[Collected data entries]
= = = = =
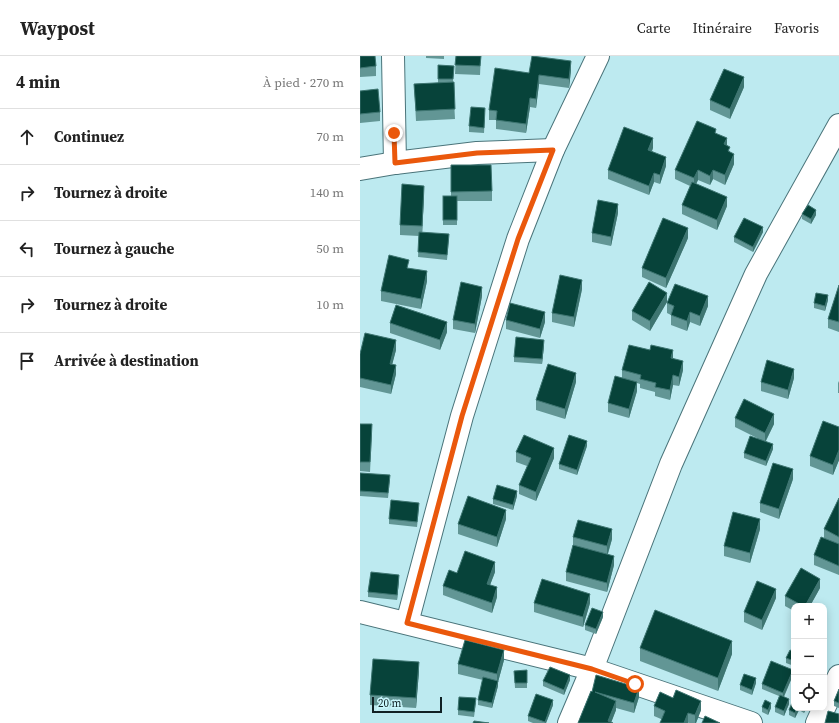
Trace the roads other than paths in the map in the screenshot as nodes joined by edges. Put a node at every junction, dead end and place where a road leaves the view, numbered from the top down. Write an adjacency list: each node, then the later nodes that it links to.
1 (393, 56): 5 (street)
2 (598, 56): 4 (street)
3 (839, 125): 9 (street)
4 (553, 150): 5 (street); 8 (street)
5 (395, 163): 6 (street)
6 (360, 169)
7 (360, 612): 8 (street)
8 (407, 623): 9 (street)
9 (592, 669): 11 (street); 12 (street)
10 (839, 676): 13 (street)
11 (569, 723)
12 (751, 723)
13 (817, 723)

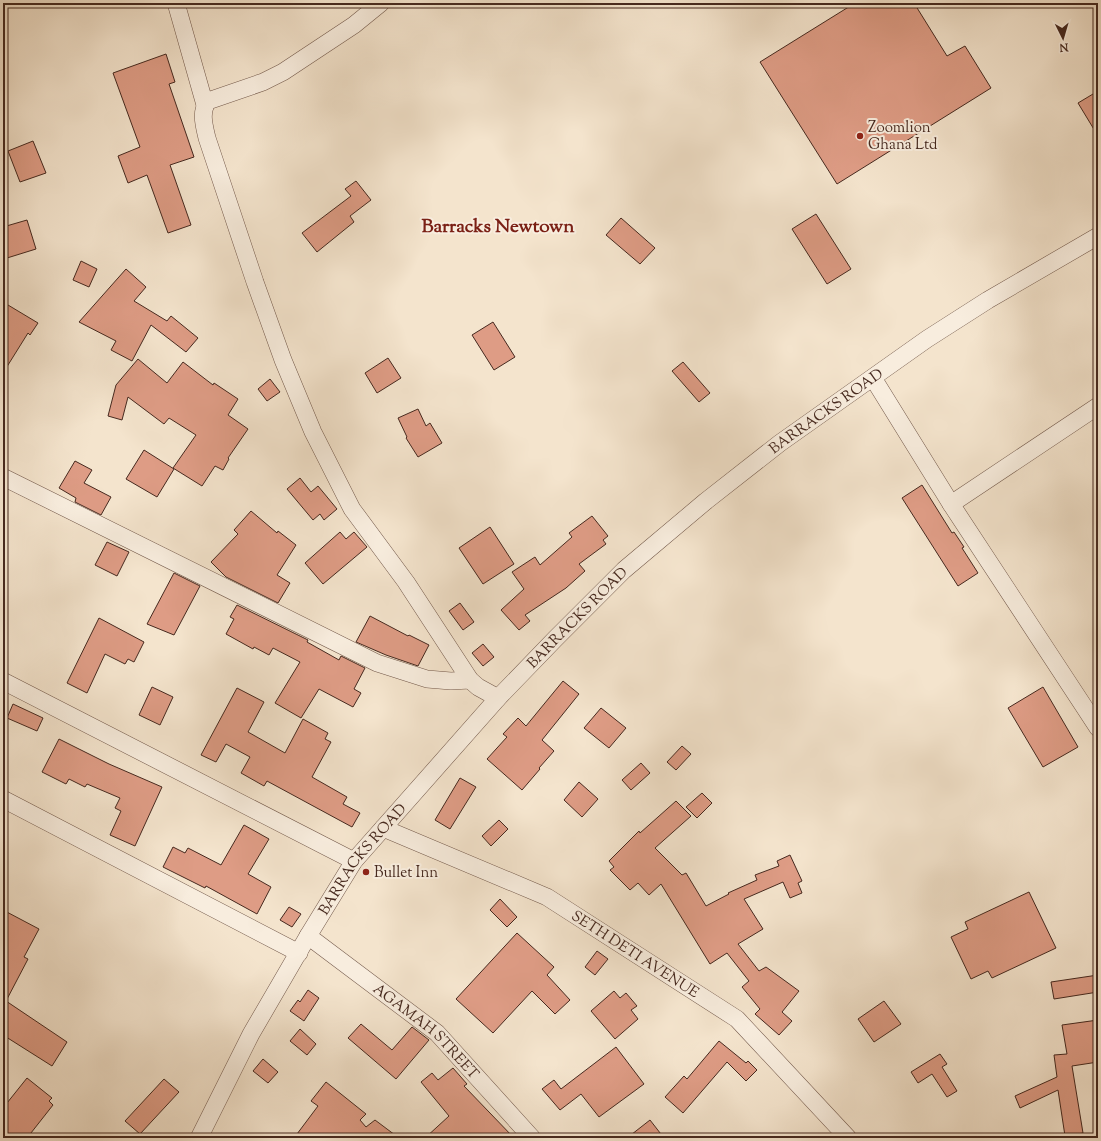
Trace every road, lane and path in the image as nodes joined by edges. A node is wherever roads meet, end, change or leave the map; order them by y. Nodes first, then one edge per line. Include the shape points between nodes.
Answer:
1 (176, 3) edge
2 (381, 3) edge
3 (205, 105) junction
4 (1098, 236) edge
5 (873, 378) junction
6 (1098, 406) edge
7 (3, 477) edge
8 (951, 504) junction
9 (470, 680) junction
10 (3, 681) edge
11 (498, 698) junction
12 (1098, 728) edge
13 (3, 799) edge
14 (383, 828) junction
15 (354, 861) junction
16 (308, 936) junction
17 (299, 953) junction
18 (199, 1138) edge
19 (532, 1138) edge
20 (848, 1138) edge

1 - 3 street
2 - 3 street via 341,35 283,72 263,82 208,101
3 - 9 street via 203,120 207,138 283,360 313,432 352,509 406,582
4 - 5 street, BARRACKS ROAD via 988,300
5 - 8 street
5 - 11 street, BARRACKS ROAD via 780,443 624,570
6 - 8 street
7 - 9 street via 377,662 427,680
8 - 12 street
9 - 11 street
10 - 15 street
11 - 14 street, BARRACKS ROAD
13 - 17 street
14 - 15 street, BARRACKS ROAD
14 - 20 street, SETH DETI AVENUE via 547,897 737,1019
15 - 16 street, BARRACKS ROAD
16 - 17 street, BARRACKS ROAD
16 - 19 street, AGAMAH STREET via 437,1033
17 - 18 street, BARRACKS ROAD via 251,1034

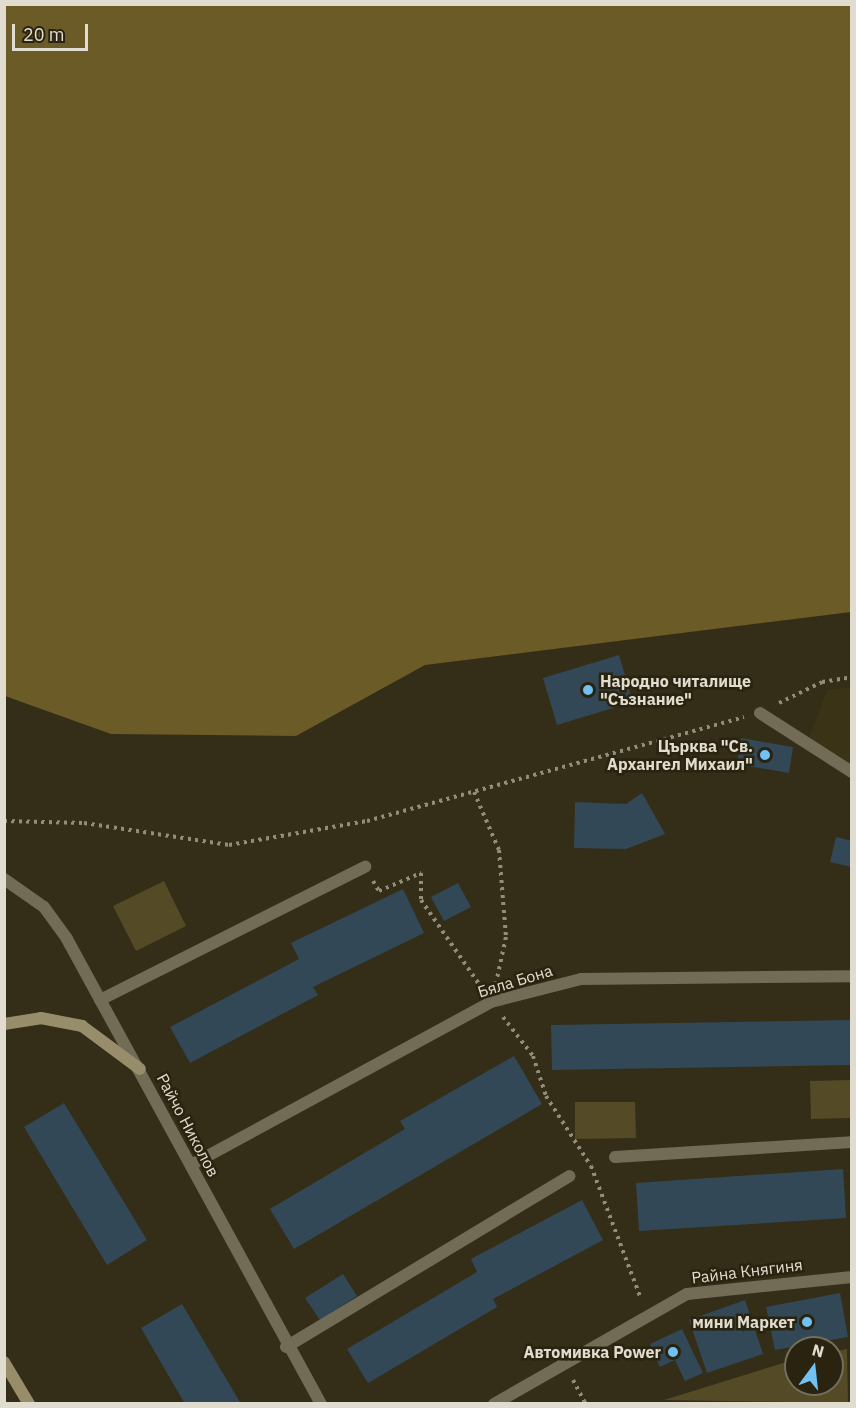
= = = = =
→ **How to complete this task**
If a picture appears among the records, leave it out, and otherwise reproduce exactly every line from the first line through the one with "Trace every road, lane", both included.

→ **Output of the exercise**
Trace the roads other than paths in the map in the screenshot as nodes joined by edges. Put a node at every junction, dead end and place where a road leaves the view, numbered from the top down. Write an adjacency list: each node, then the later nodes that it links to.
1 (393, 56): 5 (street)
2 (598, 56): 4 (street)
3 (839, 125): 9 (street)
4 (553, 150): 5 (street); 8 (street)
5 (395, 163): 6 (street)
6 (360, 169)
7 (360, 612): 8 (street)
8 (407, 623): 9 (street)
9 (592, 669): 11 (street); 12 (street)
10 (839, 676): 13 (street)
11 (569, 723)
12 (751, 723)
13 (817, 723)

Trace every road, lane and path in the image as nodes joined by edges. A node is wherever roads meet, end, change or leave the map; order them by y. Nodes first, then one edge per line. Include the shape points between nodes.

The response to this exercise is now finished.